Quando il processo giungerà a regime (in frazioni di secondo), sarà emerso un nuovo fronte che è pienamente il prodotto anche di ciò che è già contenuto nell’interno. Il sistema ‘crede di vedere’ lo scenario esterno, ma, in effetti, ‘vede’ il fronte virtuale di uno scenario che è già memorizzato nel reticolo; l’oggetto esterno funziona solo da innesco. Invece, se azzerassi, isolandomi in meditazione, la percezione ambientale SE (il blu e il nero), avvertirei solo le esperienze emotive pregresse (il verde). Se azzerassi il verde… no, questo proprio non è possibile!

La tendenza del sistema è di arrivare alla coincidenza tra i due fronti. In altri termini, dal repertorio di storie sopite contenute nel reticolo, una di esse si è ‘accesa’ e ora ‘flussa ciclicamente’ cercando coincidenze sempre più precise. Ciò produce una ‘magnificazione’ del fronte. È come se avvenisse un ‘effetto risonante’. L’accodamento di fronti uguali ai precedenti genera un flusso ordinato e coerente (in analogia con la luce ordinata e coerente di un Laser) proveniente dal reticolo R (in analogia con la lastra ologrammica). Avviene che la macchina crede di vedere lo scenario O, ma vede solo la sua immagine emersa da R (in analogia con un ologramma).

Ebbene, questa sembra essere una corretta descrizione di un vero e proprio processo immaginativo! L’ologramma, non è costituito da fotoni ma da quanti energetici biochimici che operano in un flusso dinamico all’interno di circuiti concreti. Si può forse dire che anch’essa è un’entità reale?

Ora immaginiamo, invece, di ‘riaprire’ la dinamica del fronte SE. Nella sezione S si verranno a trovare, sovrapposti, i due fronti SV e SE. Dai due ‘insiemi energetici’ emerge una differenza. Come ricordiamo, il sistema segue il principio generale della ‘autostabilizzazione’ e la differenza può essere vista come una ‘discrepanza’ che può destabilizzare il sistema; essa può, cioè, generare squilibrio o confusione che sarà tanto più elevato quanto più il sistema si allontana dal suo obiettivo, rappresentato dal raggiungimento della coincidenza tra i fronti SV-SE e MV-ME e viceversa.

È come se nel meccanismo della memoria esistesse una sorta di ‘ordine implicito’ universale.
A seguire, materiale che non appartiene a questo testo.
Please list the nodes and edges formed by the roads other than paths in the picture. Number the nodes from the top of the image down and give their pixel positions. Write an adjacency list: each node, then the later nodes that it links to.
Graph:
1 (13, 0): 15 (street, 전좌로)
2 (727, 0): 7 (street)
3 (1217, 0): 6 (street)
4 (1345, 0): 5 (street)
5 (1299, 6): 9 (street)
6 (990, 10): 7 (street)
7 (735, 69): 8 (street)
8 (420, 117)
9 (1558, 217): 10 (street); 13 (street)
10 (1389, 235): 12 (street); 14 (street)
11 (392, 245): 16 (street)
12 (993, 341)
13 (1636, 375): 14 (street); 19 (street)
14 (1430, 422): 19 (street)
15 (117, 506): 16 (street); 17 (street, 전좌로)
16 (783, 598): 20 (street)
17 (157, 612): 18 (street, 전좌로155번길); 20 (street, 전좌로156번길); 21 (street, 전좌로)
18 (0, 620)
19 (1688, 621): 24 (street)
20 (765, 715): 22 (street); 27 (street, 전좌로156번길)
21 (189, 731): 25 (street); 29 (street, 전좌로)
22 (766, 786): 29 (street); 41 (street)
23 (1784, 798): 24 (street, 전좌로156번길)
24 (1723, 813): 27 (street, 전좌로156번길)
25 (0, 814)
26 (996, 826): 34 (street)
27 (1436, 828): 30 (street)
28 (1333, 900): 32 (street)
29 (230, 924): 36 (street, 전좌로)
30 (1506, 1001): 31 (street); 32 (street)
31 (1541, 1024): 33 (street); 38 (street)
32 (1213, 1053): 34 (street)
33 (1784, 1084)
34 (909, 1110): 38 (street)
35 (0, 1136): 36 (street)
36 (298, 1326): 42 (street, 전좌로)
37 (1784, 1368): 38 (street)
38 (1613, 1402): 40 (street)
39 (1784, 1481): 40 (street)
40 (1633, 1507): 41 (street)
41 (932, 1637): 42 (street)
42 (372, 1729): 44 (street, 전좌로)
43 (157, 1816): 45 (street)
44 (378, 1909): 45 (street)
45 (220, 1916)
Una cellula biologica, a esempio, possiede nel DNA tutte le informazioni che servono per produrre l’intero corpo. Con l’ipotesi ologrammica della memoria possiamo dire che:

A ogni ‘pensiero assopito’ è associato una sorta di ‘codice dei pensieri’, come se noi avessimo gettato i disegni del progetto ma avessimo mantenuto uno strumento per rigenerarlo: il ‘DNA dei pensieri’.

Citando dal romanzo Il nome della rosa di Umberto Eco:

«Se vediamo le impronte di un cavallo nella neve proiettiamo l’idea del cavallo nella nostra mente senza aver realmente visto l’animale che le ha lasciate.»

David Bohm, un fisico e filosofo statunitense vissuto nello scorso secolo, sviluppò un modello del funzionamento del cervello secondo il quale esso opera in modo simile a un ologramma. Una sua teoria ‘recita’ così:

«Basandoci su una descrizione dei processi, le interazioni neuronali si presenterebbero sotto forma di onde, poi convertite in schemi di interferenza e trasformate in immagini tridimensionali… noi non vedremmo gli oggetti “per come sono”, ma solamente la loro informazione quantistica.»

Chiudiamo con una citazione di Giacomo Leopardi:

«Senza memoria l’uomo non saprebbe nulla, e non saprebbe far nulla».